Joel and Ethan Coen have lured moviegoers to films ranging from “The Big Lebowski” to “No Country for Old Men.” Can they now direct football fans to blow tens of thousands of dollars on a new Mercedes?
That will be the challenge come Sunday, when a 30-second ad will air during Super Bowl LI featuring Peter Fonda, the auto manufacturer’s slick AMG roadster, and a gang of burly bikers listening to Steppenwolf’s “Born to be Wild.” The question, of course, will be if the Coens can make the kind of art that leads to commerce.
Based on the teaser made available online – a 60-second behemoth that will no doubt be ill-served by the editor’s knife when it is cut down to half that length – the answer may be “No.” After spending time with the colorful denizens of the tavern (it’s called “Tiny’s,” by the way) it’s hard to figure out why anyone other than the crowd at the bar would want to leave the place and take a gander at the car outside.

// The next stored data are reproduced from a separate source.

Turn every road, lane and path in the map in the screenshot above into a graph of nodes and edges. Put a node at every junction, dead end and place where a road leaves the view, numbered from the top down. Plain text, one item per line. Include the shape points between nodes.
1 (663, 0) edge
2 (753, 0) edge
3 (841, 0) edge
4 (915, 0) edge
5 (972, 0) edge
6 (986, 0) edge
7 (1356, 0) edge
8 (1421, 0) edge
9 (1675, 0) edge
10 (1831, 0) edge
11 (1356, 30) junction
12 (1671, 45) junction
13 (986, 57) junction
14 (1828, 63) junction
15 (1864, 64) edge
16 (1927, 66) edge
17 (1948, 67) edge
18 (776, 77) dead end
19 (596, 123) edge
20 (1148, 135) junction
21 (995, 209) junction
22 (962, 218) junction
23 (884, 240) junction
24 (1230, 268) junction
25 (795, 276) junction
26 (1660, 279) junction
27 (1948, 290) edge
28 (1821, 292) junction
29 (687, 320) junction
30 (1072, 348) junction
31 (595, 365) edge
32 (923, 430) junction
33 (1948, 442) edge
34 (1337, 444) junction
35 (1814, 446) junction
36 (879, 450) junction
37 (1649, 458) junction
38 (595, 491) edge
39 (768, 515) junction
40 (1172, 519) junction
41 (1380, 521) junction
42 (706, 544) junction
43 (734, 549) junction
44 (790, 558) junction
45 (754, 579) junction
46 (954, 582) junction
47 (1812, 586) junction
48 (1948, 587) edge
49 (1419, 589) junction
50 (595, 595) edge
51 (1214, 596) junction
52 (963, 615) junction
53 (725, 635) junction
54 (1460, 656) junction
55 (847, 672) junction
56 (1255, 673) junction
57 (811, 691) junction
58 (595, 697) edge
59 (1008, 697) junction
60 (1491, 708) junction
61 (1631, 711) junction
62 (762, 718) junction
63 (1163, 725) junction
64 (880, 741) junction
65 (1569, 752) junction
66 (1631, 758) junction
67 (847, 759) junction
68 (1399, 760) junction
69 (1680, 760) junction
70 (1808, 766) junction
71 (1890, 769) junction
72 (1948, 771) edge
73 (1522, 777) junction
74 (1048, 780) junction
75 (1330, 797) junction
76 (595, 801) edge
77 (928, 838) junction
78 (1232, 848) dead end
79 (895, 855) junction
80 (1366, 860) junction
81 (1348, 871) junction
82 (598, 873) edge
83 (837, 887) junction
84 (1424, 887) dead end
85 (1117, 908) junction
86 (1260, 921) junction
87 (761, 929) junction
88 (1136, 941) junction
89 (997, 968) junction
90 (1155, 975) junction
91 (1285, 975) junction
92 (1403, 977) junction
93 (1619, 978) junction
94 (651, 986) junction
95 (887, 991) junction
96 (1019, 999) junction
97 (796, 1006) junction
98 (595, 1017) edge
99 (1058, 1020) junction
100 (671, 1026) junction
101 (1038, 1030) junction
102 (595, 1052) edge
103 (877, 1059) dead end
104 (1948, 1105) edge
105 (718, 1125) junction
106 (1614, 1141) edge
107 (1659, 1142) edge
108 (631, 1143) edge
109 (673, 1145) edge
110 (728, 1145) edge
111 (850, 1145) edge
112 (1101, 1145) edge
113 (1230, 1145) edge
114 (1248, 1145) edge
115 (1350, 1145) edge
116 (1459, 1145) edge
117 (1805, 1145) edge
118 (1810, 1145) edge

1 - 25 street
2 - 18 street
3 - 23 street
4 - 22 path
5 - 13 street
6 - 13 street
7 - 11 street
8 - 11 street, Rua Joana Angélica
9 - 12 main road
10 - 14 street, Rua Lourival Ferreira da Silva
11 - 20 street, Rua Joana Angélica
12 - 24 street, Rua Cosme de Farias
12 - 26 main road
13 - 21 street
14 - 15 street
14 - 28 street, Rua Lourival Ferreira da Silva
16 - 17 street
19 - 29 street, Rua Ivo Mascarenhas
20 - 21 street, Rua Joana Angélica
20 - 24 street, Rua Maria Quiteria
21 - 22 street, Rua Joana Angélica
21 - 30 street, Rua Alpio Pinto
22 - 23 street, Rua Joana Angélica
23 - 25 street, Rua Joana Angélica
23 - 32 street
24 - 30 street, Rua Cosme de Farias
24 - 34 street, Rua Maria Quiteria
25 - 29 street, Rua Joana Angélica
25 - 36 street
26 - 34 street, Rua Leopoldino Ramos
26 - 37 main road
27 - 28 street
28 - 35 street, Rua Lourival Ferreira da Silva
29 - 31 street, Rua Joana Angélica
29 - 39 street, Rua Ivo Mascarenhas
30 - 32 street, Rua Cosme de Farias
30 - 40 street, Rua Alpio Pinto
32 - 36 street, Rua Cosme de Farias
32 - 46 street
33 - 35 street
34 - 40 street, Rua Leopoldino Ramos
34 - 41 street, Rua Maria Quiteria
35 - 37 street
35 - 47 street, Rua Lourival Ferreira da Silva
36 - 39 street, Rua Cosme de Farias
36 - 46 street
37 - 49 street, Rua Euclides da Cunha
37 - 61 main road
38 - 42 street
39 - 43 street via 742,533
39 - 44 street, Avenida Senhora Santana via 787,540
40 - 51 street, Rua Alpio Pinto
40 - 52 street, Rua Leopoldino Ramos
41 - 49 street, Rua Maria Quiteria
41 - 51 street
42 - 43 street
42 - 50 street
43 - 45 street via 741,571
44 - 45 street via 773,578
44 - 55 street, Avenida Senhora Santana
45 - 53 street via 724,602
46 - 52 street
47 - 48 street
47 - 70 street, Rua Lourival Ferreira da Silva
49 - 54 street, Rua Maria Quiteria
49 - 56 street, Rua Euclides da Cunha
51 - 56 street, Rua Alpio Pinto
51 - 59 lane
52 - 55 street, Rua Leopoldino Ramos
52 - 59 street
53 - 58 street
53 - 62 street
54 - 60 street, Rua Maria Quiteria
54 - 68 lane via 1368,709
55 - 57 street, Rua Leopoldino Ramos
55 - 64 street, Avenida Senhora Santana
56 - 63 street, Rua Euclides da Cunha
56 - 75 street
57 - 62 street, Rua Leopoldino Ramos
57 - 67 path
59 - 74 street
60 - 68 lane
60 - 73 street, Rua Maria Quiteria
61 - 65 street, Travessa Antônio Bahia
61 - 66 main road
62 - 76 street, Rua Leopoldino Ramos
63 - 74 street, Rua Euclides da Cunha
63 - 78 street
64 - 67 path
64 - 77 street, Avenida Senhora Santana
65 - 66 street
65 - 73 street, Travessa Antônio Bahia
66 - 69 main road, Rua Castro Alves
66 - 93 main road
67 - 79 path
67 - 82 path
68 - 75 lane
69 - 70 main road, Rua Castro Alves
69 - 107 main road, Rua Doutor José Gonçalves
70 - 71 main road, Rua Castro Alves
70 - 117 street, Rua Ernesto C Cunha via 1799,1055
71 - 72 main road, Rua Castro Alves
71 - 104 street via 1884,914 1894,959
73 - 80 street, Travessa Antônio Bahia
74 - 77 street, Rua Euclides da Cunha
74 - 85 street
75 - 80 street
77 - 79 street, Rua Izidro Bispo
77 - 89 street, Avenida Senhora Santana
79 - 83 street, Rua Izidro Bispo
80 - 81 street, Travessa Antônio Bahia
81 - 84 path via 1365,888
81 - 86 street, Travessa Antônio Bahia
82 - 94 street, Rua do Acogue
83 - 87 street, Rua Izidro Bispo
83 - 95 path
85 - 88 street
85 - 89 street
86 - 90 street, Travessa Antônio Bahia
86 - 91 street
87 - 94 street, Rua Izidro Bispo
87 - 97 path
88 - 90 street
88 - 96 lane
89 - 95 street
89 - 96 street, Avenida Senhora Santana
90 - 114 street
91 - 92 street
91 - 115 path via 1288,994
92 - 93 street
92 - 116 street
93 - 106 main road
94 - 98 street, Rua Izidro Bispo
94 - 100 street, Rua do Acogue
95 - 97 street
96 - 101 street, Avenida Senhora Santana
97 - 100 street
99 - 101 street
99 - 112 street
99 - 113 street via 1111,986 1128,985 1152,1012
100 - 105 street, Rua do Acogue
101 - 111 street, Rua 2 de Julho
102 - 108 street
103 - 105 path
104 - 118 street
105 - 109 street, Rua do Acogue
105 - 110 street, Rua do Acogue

Mercedes’ new ad hinges on whether the hundreds of millions of viewers who will tune in to Fox this Sunday to watch the Atlanta Falcons scrap with the New England Patriots have any sort of affinity for Peter Fonda. The actor, known for, among other things, his role in the seminal 1969 film “Easy Rider” (which he co-wrote and produced), has been quieter in Hollywood as of late. Some of his most recent performances were in the Showtime series “Californication” and a remake of the Western “3:10 to Yuma” that starred Christian Bale and Russell Crowe.
The Super Bowl is typically a place for celebrities-of-the-moment, not of a certain era. Kim Kardashian for Skechers. Korean rapper Psy for Wonderful Pistachios. Seth Rogen and Amy Schumer for Bud Light. Alec Baldwin for Amazon. To be sure, there are exceptions to the rule, and they stand apart from the pack, like Jeff Bridges for Wix.com or Clint Eastwood or Bob Dylan for Chrysler. But the former example is more common.
In Tiny’s, Fonda is revered. There is a shrine built in his honor in a small alcove, and one of the Tiny bikers even has a tattoo that looks just the way the actor did in the film. That’s meant to convince us when the entire crew stops butting heads, partying and carrying on to rush out to the parking lot when they hear they are blocked in by an interloper (which turns out to be the Mercedes). Fonda’s appearance, for these folks, is a Rapture of sorts.
Too bad he doesn’t hang around very long after the camera pans longingly over his Mercedes automobile.
And it’s too bad the Tiny’s bikers aren’t the only ones the Coen brothers have to persuade. On Madison Avenue, bikers who harbor fond memories of “Easy Rider” aren’t the target. It’s people between the ages of 18 and 49. How many of those folks on the younger end of the spectrum are more familiar with “The Fast and the Furious” than they are “Easy Rider,” a Dennis Hopper-directed classic?
Who could question anything the Coen Brothers do? This miniature movie is an lovingly crafted ode to bikers, bars, Steppenwolf, “Easy Rider,” and luxury automobiles. But is it a formidable pitch to a younger generation that tunes in for the gridiron classic? Or a signal that they may not be watching in a number similar to their elders?